> Source data

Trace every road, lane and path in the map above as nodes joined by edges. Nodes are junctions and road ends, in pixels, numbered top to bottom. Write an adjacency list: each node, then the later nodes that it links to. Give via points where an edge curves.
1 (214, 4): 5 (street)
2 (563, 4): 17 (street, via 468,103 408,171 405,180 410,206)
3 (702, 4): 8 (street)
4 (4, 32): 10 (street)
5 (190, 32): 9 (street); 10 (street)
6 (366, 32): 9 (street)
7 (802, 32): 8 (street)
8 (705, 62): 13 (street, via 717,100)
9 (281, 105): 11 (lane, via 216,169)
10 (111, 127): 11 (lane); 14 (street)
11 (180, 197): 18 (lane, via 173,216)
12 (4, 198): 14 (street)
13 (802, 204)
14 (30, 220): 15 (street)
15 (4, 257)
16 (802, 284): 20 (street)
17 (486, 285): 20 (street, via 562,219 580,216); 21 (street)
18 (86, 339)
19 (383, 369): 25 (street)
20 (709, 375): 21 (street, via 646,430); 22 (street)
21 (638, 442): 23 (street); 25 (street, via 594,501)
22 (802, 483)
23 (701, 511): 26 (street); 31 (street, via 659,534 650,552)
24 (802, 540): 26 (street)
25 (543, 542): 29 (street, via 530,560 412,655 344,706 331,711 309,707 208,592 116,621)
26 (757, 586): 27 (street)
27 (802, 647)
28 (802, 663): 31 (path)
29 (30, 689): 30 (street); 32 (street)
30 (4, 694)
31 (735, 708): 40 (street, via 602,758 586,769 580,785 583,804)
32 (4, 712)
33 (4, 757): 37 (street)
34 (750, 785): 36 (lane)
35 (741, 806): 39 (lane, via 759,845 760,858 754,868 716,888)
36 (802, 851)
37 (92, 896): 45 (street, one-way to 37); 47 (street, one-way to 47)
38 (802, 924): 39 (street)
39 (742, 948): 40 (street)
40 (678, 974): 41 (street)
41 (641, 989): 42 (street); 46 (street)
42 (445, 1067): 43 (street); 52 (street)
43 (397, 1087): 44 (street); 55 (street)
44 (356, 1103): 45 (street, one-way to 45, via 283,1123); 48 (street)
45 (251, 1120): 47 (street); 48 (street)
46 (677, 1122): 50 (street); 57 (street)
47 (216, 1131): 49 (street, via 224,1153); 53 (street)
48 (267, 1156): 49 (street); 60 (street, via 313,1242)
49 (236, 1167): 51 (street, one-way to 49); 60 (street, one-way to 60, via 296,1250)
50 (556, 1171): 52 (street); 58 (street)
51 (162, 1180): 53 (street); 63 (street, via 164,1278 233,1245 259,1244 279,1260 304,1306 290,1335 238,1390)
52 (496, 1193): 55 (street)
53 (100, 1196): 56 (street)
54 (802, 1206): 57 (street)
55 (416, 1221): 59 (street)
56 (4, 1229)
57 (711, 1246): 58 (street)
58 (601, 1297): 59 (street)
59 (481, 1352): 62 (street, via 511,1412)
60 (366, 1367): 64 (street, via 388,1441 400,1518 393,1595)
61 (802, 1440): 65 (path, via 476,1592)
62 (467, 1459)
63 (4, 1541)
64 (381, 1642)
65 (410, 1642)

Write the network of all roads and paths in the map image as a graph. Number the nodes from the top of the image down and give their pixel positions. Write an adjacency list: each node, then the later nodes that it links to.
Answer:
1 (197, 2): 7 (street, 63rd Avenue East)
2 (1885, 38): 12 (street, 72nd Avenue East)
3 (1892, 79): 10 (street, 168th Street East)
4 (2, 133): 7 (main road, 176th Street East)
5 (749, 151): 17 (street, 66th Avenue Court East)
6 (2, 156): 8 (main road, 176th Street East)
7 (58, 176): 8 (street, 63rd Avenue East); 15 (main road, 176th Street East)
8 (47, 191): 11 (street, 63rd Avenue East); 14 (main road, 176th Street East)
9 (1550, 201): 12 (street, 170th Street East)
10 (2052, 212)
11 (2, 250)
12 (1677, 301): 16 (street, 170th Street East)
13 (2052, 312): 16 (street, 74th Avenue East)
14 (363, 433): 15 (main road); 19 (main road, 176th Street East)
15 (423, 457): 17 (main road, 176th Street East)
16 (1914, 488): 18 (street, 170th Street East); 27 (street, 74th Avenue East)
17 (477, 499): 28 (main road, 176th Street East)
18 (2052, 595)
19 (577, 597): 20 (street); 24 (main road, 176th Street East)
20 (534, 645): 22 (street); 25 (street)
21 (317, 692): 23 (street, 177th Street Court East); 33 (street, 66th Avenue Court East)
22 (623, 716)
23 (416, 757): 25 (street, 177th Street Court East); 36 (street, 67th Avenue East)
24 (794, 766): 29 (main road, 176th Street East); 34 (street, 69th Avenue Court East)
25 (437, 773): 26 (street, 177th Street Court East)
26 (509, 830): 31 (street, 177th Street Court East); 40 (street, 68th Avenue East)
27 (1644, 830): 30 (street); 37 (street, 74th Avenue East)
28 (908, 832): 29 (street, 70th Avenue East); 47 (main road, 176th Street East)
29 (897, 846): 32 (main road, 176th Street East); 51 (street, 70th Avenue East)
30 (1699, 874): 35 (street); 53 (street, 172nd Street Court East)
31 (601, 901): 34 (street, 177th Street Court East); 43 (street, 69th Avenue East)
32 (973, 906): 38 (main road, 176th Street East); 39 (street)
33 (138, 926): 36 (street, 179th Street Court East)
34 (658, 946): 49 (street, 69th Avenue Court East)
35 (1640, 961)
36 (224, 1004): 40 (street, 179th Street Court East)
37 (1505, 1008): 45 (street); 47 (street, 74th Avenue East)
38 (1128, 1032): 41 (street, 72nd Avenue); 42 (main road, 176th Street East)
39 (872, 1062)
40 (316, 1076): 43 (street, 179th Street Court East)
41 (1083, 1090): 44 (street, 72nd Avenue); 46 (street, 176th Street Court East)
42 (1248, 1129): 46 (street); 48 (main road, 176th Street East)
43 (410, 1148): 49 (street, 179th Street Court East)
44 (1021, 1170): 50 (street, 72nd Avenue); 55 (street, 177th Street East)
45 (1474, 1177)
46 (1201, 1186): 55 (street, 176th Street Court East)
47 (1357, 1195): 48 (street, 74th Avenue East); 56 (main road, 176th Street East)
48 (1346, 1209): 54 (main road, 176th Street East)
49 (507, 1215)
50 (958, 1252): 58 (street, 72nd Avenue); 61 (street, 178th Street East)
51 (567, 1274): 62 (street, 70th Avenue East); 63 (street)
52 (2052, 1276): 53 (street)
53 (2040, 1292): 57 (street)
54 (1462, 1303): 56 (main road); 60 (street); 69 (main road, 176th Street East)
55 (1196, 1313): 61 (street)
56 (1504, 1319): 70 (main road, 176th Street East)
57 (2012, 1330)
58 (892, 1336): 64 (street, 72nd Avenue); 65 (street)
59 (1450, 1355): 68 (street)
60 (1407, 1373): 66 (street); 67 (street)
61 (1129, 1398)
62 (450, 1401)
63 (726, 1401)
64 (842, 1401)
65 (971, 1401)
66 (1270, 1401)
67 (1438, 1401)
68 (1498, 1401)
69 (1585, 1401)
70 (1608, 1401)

> Work instruction
What you give back should match the entries above exactly.

> Task result
Trace every road, lane and path in the map above as nodes joined by edges. Nodes are junctions and road ends, in pixels, numbered top to bottom. Write an adjacency list: each node, then the later nodes that it links to. Give via points where an edge curves.
1 (214, 4): 5 (street)
2 (563, 4): 17 (street, via 468,103 408,171 405,180 410,206)
3 (702, 4): 8 (street)
4 (4, 32): 10 (street)
5 (190, 32): 9 (street); 10 (street)
6 (366, 32): 9 (street)
7 (802, 32): 8 (street)
8 (705, 62): 13 (street, via 717,100)
9 (281, 105): 11 (lane, via 216,169)
10 (111, 127): 11 (lane); 14 (street)
11 (180, 197): 18 (lane, via 173,216)
12 (4, 198): 14 (street)
13 (802, 204)
14 (30, 220): 15 (street)
15 (4, 257)
16 (802, 284): 20 (street)
17 (486, 285): 20 (street, via 562,219 580,216); 21 (street)
18 (86, 339)
19 (383, 369): 25 (street)
20 (709, 375): 21 (street, via 646,430); 22 (street)
21 (638, 442): 23 (street); 25 (street, via 594,501)
22 (802, 483)
23 (701, 511): 26 (street); 31 (street, via 659,534 650,552)
24 (802, 540): 26 (street)
25 (543, 542): 29 (street, via 530,560 412,655 344,706 331,711 309,707 208,592 116,621)
26 (757, 586): 27 (street)
27 (802, 647)
28 (802, 663): 31 (path)
29 (30, 689): 30 (street); 32 (street)
30 (4, 694)
31 (735, 708): 40 (street, via 602,758 586,769 580,785 583,804)
32 (4, 712)
33 (4, 757): 37 (street)
34 (750, 785): 36 (lane)
35 (741, 806): 39 (lane, via 759,845 760,858 754,868 716,888)
36 (802, 851)
37 (92, 896): 45 (street, one-way to 37); 47 (street, one-way to 47)
38 (802, 924): 39 (street)
39 (742, 948): 40 (street)
40 (678, 974): 41 (street)
41 (641, 989): 42 (street); 46 (street)
42 (445, 1067): 43 (street); 52 (street)
43 (397, 1087): 44 (street); 55 (street)
44 (356, 1103): 45 (street, one-way to 45, via 283,1123); 48 (street)
45 (251, 1120): 47 (street); 48 (street)
46 (677, 1122): 50 (street); 57 (street)
47 (216, 1131): 49 (street, via 224,1153); 53 (street)
48 (267, 1156): 49 (street); 60 (street, via 313,1242)
49 (236, 1167): 51 (street, one-way to 49); 60 (street, one-way to 60, via 296,1250)
50 (556, 1171): 52 (street); 58 (street)
51 (162, 1180): 53 (street); 63 (street, via 164,1278 233,1245 259,1244 279,1260 304,1306 290,1335 238,1390)
52 (496, 1193): 55 (street)
53 (100, 1196): 56 (street)
54 (802, 1206): 57 (street)
55 (416, 1221): 59 (street)
56 (4, 1229)
57 (711, 1246): 58 (street)
58 (601, 1297): 59 (street)
59 (481, 1352): 62 (street, via 511,1412)
60 (366, 1367): 64 (street, via 388,1441 400,1518 393,1595)
61 (802, 1440): 65 (path, via 476,1592)
62 (467, 1459)
63 (4, 1541)
64 (381, 1642)
65 (410, 1642)

Write the network of all roads and paths in the map image as a graph. Number the nodes from the top of the image down and give their pixel positions. Write an adjacency list: each node, then the later nodes that it links to.
Answer:
1 (197, 2): 7 (street, 63rd Avenue East)
2 (1885, 38): 12 (street, 72nd Avenue East)
3 (1892, 79): 10 (street, 168th Street East)
4 (2, 133): 7 (main road, 176th Street East)
5 (749, 151): 17 (street, 66th Avenue Court East)
6 (2, 156): 8 (main road, 176th Street East)
7 (58, 176): 8 (street, 63rd Avenue East); 15 (main road, 176th Street East)
8 (47, 191): 11 (street, 63rd Avenue East); 14 (main road, 176th Street East)
9 (1550, 201): 12 (street, 170th Street East)
10 (2052, 212)
11 (2, 250)
12 (1677, 301): 16 (street, 170th Street East)
13 (2052, 312): 16 (street, 74th Avenue East)
14 (363, 433): 15 (main road); 19 (main road, 176th Street East)
15 (423, 457): 17 (main road, 176th Street East)
16 (1914, 488): 18 (street, 170th Street East); 27 (street, 74th Avenue East)
17 (477, 499): 28 (main road, 176th Street East)
18 (2052, 595)
19 (577, 597): 20 (street); 24 (main road, 176th Street East)
20 (534, 645): 22 (street); 25 (street)
21 (317, 692): 23 (street, 177th Street Court East); 33 (street, 66th Avenue Court East)
22 (623, 716)
23 (416, 757): 25 (street, 177th Street Court East); 36 (street, 67th Avenue East)
24 (794, 766): 29 (main road, 176th Street East); 34 (street, 69th Avenue Court East)
25 (437, 773): 26 (street, 177th Street Court East)
26 (509, 830): 31 (street, 177th Street Court East); 40 (street, 68th Avenue East)
27 (1644, 830): 30 (street); 37 (street, 74th Avenue East)
28 (908, 832): 29 (street, 70th Avenue East); 47 (main road, 176th Street East)
29 (897, 846): 32 (main road, 176th Street East); 51 (street, 70th Avenue East)
30 (1699, 874): 35 (street); 53 (street, 172nd Street Court East)
31 (601, 901): 34 (street, 177th Street Court East); 43 (street, 69th Avenue East)
32 (973, 906): 38 (main road, 176th Street East); 39 (street)
33 (138, 926): 36 (street, 179th Street Court East)
34 (658, 946): 49 (street, 69th Avenue Court East)
35 (1640, 961)
36 (224, 1004): 40 (street, 179th Street Court East)
37 (1505, 1008): 45 (street); 47 (street, 74th Avenue East)
38 (1128, 1032): 41 (street, 72nd Avenue); 42 (main road, 176th Street East)
39 (872, 1062)
40 (316, 1076): 43 (street, 179th Street Court East)
41 (1083, 1090): 44 (street, 72nd Avenue); 46 (street, 176th Street Court East)
42 (1248, 1129): 46 (street); 48 (main road, 176th Street East)
43 (410, 1148): 49 (street, 179th Street Court East)
44 (1021, 1170): 50 (street, 72nd Avenue); 55 (street, 177th Street East)
45 (1474, 1177)
46 (1201, 1186): 55 (street, 176th Street Court East)
47 (1357, 1195): 48 (street, 74th Avenue East); 56 (main road, 176th Street East)
48 (1346, 1209): 54 (main road, 176th Street East)
49 (507, 1215)
50 (958, 1252): 58 (street, 72nd Avenue); 61 (street, 178th Street East)
51 (567, 1274): 62 (street, 70th Avenue East); 63 (street)
52 (2052, 1276): 53 (street)
53 (2040, 1292): 57 (street)
54 (1462, 1303): 56 (main road); 60 (street); 69 (main road, 176th Street East)
55 (1196, 1313): 61 (street)
56 (1504, 1319): 70 (main road, 176th Street East)
57 (2012, 1330)
58 (892, 1336): 64 (street, 72nd Avenue); 65 (street)
59 (1450, 1355): 68 (street)
60 (1407, 1373): 66 (street); 67 (street)
61 (1129, 1398)
62 (450, 1401)
63 (726, 1401)
64 (842, 1401)
65 (971, 1401)
66 (1270, 1401)
67 (1438, 1401)
68 (1498, 1401)
69 (1585, 1401)
70 (1608, 1401)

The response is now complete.